[Stored items]
[Start of section]
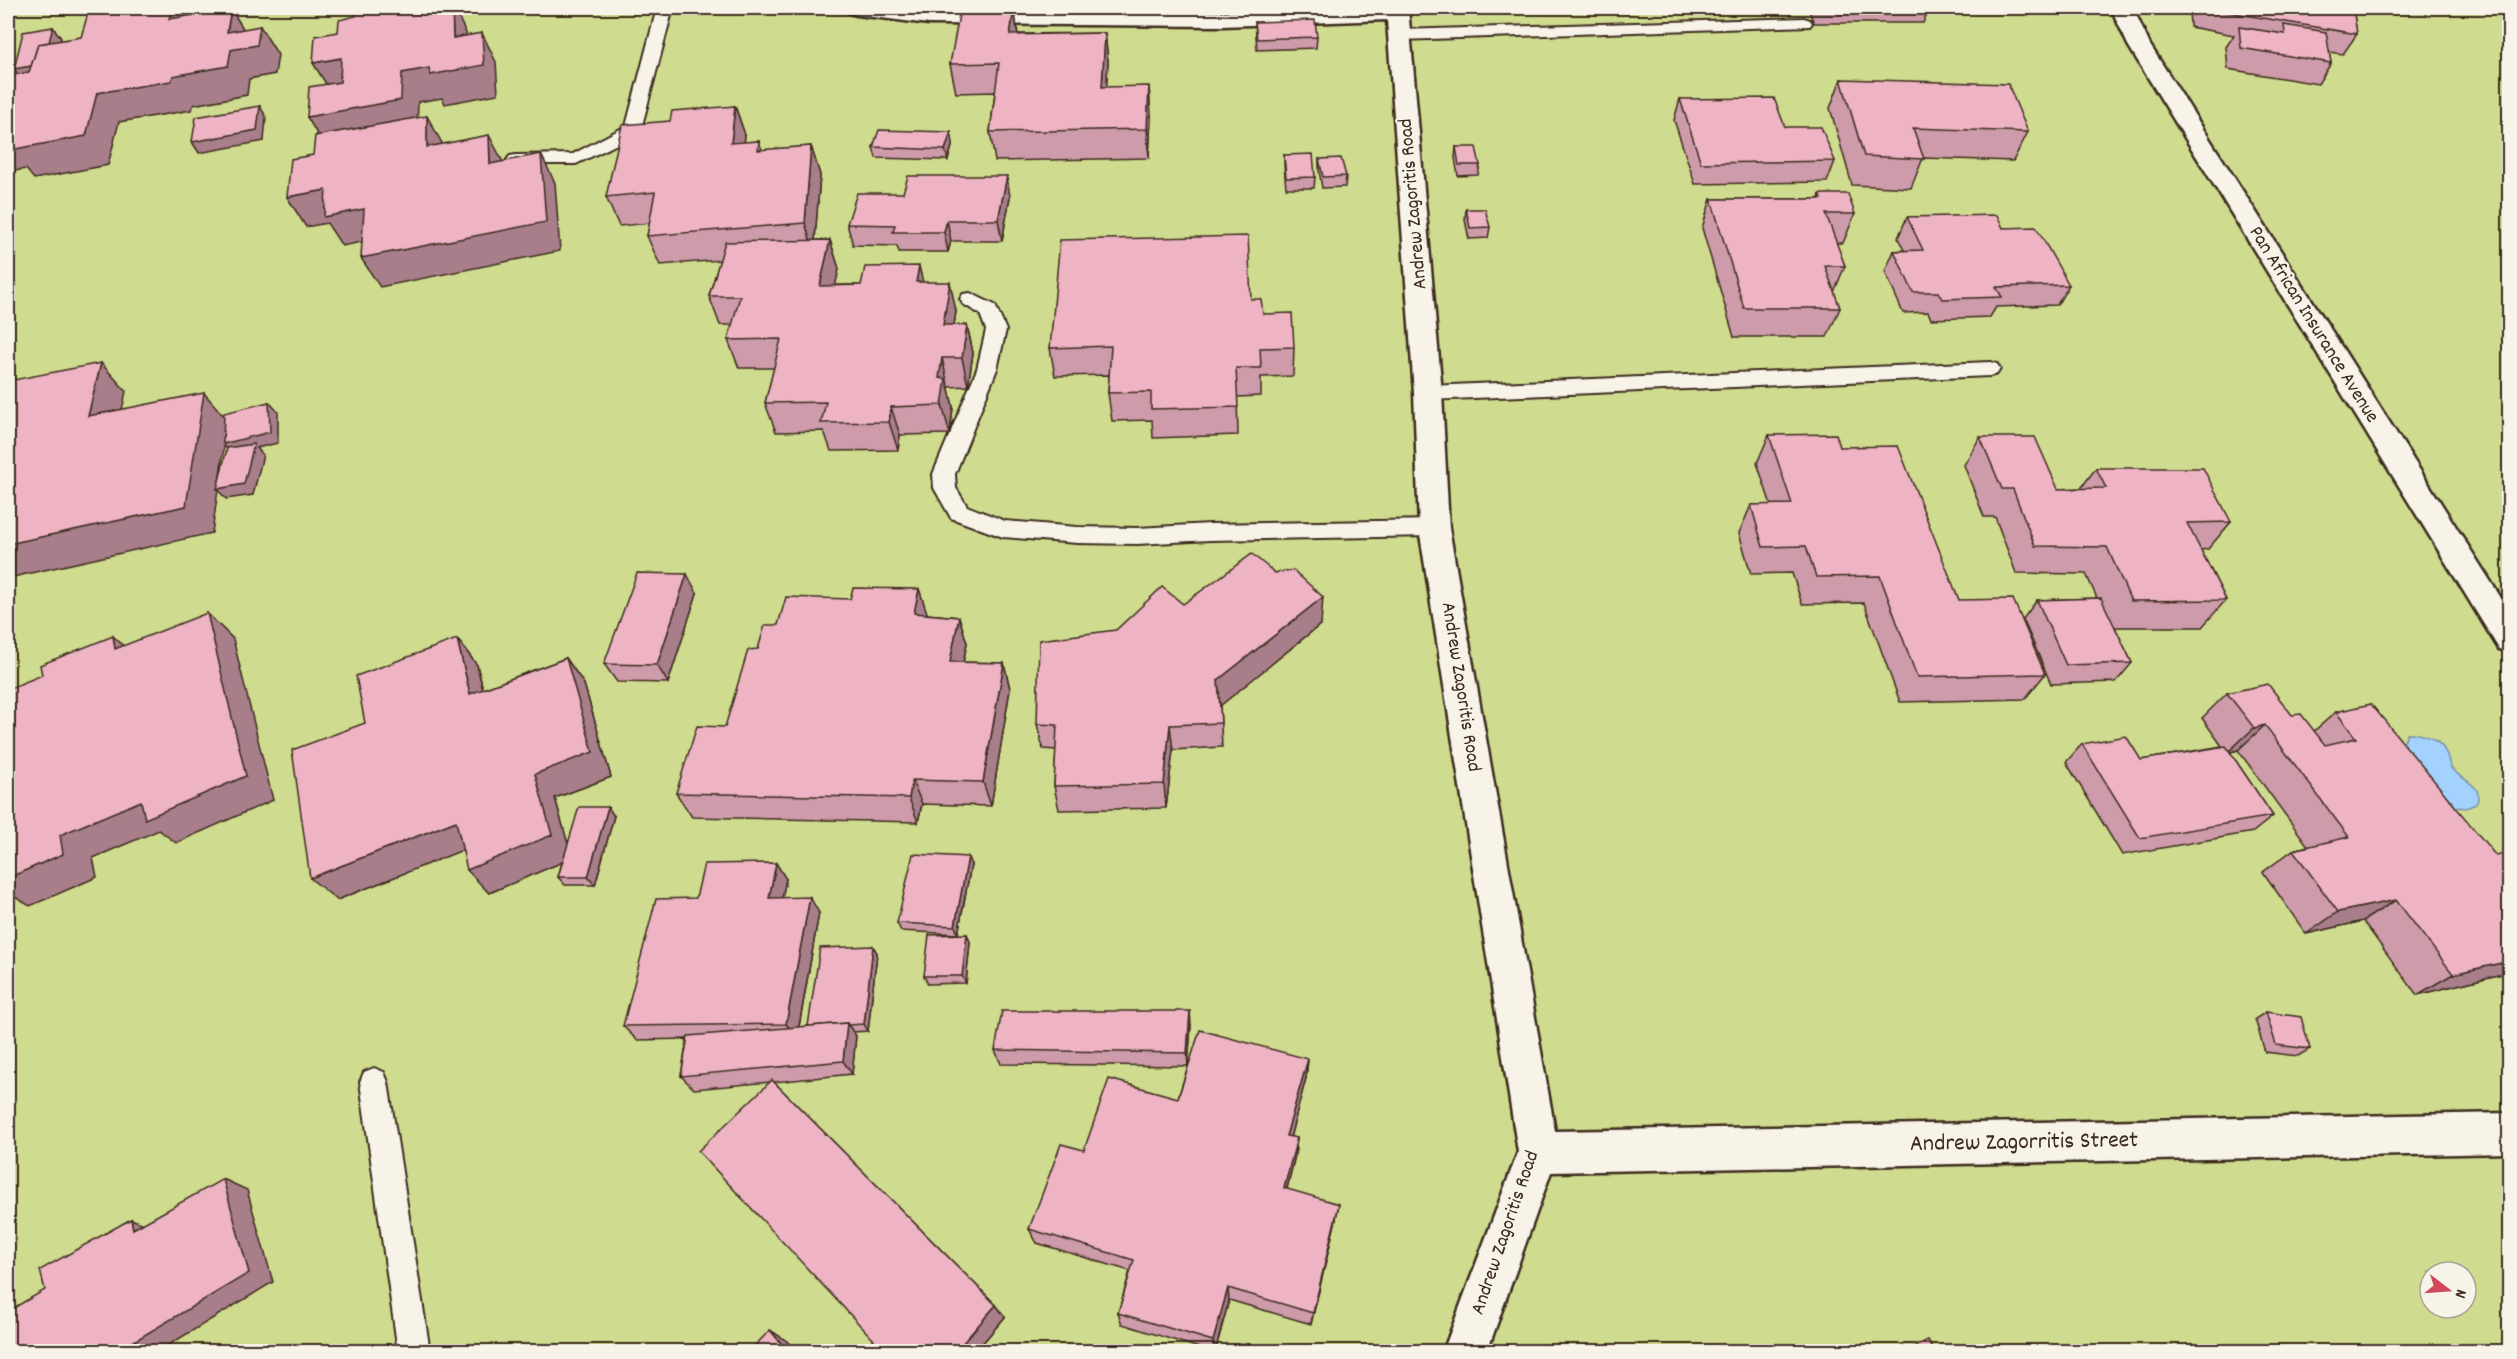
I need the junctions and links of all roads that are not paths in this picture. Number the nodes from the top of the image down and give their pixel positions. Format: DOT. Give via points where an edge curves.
graph roads {
  1 [pos="665,8"];
  2 [pos="857,8"];
  3 [pos="2122,8"];
  4 [pos="1398,18"];
  5 [pos="1804,23"];
  6 [pos="516,160"];
  7 [pos="970,299"];
  8 [pos="1990,369"];
  9 [pos="1428,393"];
  10 [pos="1434,528"];
  11 [pos="2510,640"];
  12 [pos="374,1082"];
  13 [pos="2510,1133"];
  14 [pos="1538,1152"];
  15 [pos="414,1352"];
  16 [pos="1465,1352"];
  1 -- 6 [label="lane" via="634,129 576,159"];
  2 -- 4 [label="street" via="929,18"];
  3 -- 11 [label="street, Pan African Insurance Avenue" via="2139,45"];
  4 -- 5 [label="lane"];
  4 -- 9 [label="street, Andrew Zagoritis Road"];
  7 -- 10 [label="lane" via="988,310 996,330 987,369 944,474 945,488 959,512 1003,529 1077,535"];
  8 -- 9 [label="lane"];
  9 -- 10 [label="street, Andrew Zagoritis Road"];
  10 -- 14 [label="street, Andrew Zagoritis Road"];
  12 -- 15 [label="lane"];
  13 -- 14 [label="street, Andrew Zagorritis Street"];
  14 -- 16 [label="street, Andrew Zagoritis Road"];
}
[End of section]
Task to complete:
Reproduce the records above exactly, excluding every picture.

Answer for this exercise:
I need the junctions and links of all roads that are not paths in this picture. Number the nodes from the top of the image down and give their pixel positions. Format: DOT. Give via points where an edge curves.
graph roads {
  1 [pos="665,8"];
  2 [pos="857,8"];
  3 [pos="2122,8"];
  4 [pos="1398,18"];
  5 [pos="1804,23"];
  6 [pos="516,160"];
  7 [pos="970,299"];
  8 [pos="1990,369"];
  9 [pos="1428,393"];
  10 [pos="1434,528"];
  11 [pos="2510,640"];
  12 [pos="374,1082"];
  13 [pos="2510,1133"];
  14 [pos="1538,1152"];
  15 [pos="414,1352"];
  16 [pos="1465,1352"];
  1 -- 6 [label="lane" via="634,129 576,159"];
  2 -- 4 [label="street" via="929,18"];
  3 -- 11 [label="street, Pan African Insurance Avenue" via="2139,45"];
  4 -- 5 [label="lane"];
  4 -- 9 [label="street, Andrew Zagoritis Road"];
  7 -- 10 [label="lane" via="988,310 996,330 987,369 944,474 945,488 959,512 1003,529 1077,535"];
  8 -- 9 [label="lane"];
  9 -- 10 [label="street, Andrew Zagoritis Road"];
  10 -- 14 [label="street, Andrew Zagoritis Road"];
  12 -- 15 [label="lane"];
  13 -- 14 [label="street, Andrew Zagorritis Street"];
  14 -- 16 [label="street, Andrew Zagoritis Road"];
}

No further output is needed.